Challenge: You run a TV, radio, print or out-of-home campaign – or one that uses a combination of these and online tactics – but there is no direct-response message: no “Call This Number” or “Input This Code on Brand.com” to help you measure impact. How do you know what kind of impact it had?

Hack: The most easily available measurement signals you have come from platforms you use every day. In this case, you can use web and mobile analytics tools, search platforms like AdWords, and social listening tools to estimate the incremental impact of campaigns.

  • Web and mobile traffic – compare unique visitors and engagement around the time of the campaign and for some period after. Pay attention to engagement with pages and content that are linked to the campaign’s messages.
  • Branded search volume – track the volume of searches in Google, Bing or other engines that use your brand’s name, product or campaign tag lines explicitly.
  • Branded social volume – track brand, product and campaign-specific posts on social channels, blogs and other public platforms and compare to norms.

#2. Forecast Campaign Spend

Challenge: You – or your CMO or (gulp) CEO – have a specific expectation for a campaign, e.g., a percent return or actual sales number.

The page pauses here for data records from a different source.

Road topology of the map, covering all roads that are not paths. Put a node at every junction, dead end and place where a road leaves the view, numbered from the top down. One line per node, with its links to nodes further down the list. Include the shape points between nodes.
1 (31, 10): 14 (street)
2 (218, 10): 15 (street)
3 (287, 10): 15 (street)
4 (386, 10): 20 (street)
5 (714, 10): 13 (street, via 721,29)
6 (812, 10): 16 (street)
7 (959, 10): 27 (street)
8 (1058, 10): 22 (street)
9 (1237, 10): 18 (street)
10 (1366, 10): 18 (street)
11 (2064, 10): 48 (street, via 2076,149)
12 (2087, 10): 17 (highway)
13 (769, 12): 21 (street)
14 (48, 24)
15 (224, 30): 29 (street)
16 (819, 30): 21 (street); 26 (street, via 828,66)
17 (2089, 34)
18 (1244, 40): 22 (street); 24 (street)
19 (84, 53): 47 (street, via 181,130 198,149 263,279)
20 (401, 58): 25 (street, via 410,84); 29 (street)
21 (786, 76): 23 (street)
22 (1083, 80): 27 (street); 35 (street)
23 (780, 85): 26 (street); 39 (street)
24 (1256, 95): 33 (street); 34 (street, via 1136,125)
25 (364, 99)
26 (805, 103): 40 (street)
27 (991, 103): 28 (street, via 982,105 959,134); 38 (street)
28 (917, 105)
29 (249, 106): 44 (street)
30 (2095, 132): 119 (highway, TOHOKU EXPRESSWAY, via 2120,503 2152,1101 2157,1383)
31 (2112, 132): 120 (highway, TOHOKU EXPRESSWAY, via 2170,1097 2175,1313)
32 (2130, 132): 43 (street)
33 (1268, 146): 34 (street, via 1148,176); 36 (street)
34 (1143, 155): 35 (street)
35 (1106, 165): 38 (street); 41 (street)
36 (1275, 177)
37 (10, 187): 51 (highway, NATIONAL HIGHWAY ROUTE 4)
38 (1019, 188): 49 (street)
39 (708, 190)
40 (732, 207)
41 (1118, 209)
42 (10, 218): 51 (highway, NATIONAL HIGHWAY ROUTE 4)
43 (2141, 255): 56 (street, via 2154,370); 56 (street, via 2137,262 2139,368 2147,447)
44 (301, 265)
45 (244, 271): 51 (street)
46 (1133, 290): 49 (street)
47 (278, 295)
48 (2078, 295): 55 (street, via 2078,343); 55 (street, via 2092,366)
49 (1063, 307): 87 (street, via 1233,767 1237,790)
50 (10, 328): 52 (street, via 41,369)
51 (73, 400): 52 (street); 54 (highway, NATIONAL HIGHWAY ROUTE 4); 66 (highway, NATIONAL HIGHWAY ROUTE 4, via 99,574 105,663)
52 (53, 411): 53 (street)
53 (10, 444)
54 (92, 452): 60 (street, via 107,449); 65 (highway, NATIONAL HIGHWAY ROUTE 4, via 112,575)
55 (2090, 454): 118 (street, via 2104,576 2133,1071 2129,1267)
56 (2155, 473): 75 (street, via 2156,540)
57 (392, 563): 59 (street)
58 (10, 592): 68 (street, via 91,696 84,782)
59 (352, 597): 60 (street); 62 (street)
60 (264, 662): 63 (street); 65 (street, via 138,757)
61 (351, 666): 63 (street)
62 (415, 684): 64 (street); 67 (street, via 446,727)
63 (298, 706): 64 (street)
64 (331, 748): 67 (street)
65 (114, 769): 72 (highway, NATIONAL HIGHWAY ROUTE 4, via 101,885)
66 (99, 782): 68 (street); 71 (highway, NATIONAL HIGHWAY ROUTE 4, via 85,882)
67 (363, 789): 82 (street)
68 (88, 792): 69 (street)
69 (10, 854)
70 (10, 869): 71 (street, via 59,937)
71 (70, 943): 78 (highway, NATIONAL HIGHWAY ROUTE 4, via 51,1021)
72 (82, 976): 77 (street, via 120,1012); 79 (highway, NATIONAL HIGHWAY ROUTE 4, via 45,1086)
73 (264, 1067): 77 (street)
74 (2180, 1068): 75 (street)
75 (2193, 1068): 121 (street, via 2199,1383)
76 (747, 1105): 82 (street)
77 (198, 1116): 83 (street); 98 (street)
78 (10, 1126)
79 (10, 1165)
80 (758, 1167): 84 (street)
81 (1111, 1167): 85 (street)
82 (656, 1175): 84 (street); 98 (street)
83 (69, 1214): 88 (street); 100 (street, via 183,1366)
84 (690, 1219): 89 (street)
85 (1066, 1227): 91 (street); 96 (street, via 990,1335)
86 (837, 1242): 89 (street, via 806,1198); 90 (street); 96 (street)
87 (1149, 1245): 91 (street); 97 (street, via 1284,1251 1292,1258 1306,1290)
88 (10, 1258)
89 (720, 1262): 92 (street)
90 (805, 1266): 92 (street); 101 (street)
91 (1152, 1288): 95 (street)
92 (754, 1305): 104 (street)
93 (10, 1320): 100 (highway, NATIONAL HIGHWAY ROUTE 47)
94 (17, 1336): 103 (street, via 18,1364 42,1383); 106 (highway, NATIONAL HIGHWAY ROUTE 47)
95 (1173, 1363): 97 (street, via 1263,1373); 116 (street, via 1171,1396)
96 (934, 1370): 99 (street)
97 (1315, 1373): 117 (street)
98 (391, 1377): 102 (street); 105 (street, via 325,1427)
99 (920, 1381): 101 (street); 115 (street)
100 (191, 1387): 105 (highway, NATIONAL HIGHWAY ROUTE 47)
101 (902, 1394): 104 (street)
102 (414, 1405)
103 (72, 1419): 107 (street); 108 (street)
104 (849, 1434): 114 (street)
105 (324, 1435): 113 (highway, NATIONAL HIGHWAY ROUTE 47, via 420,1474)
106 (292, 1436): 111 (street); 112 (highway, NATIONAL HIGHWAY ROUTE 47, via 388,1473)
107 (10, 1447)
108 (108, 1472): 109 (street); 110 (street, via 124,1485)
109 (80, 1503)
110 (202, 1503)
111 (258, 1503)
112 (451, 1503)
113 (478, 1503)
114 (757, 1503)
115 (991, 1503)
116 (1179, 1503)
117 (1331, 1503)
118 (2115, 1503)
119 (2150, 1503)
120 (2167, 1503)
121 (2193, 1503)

Perhaps you need to make sure your campaign or total marketing efforts contribute X% to a sales or market share goal. How do you know if your budget is enough to do the job?

Hack: It’s a good idea to sanity-check a campaign by forecasting its impact both forward and backward. What does this mean? Campaigns are built forward: they start with a budget, which determines a media plan; the media plan may (or may not) be used to estimate response rates based in historical values.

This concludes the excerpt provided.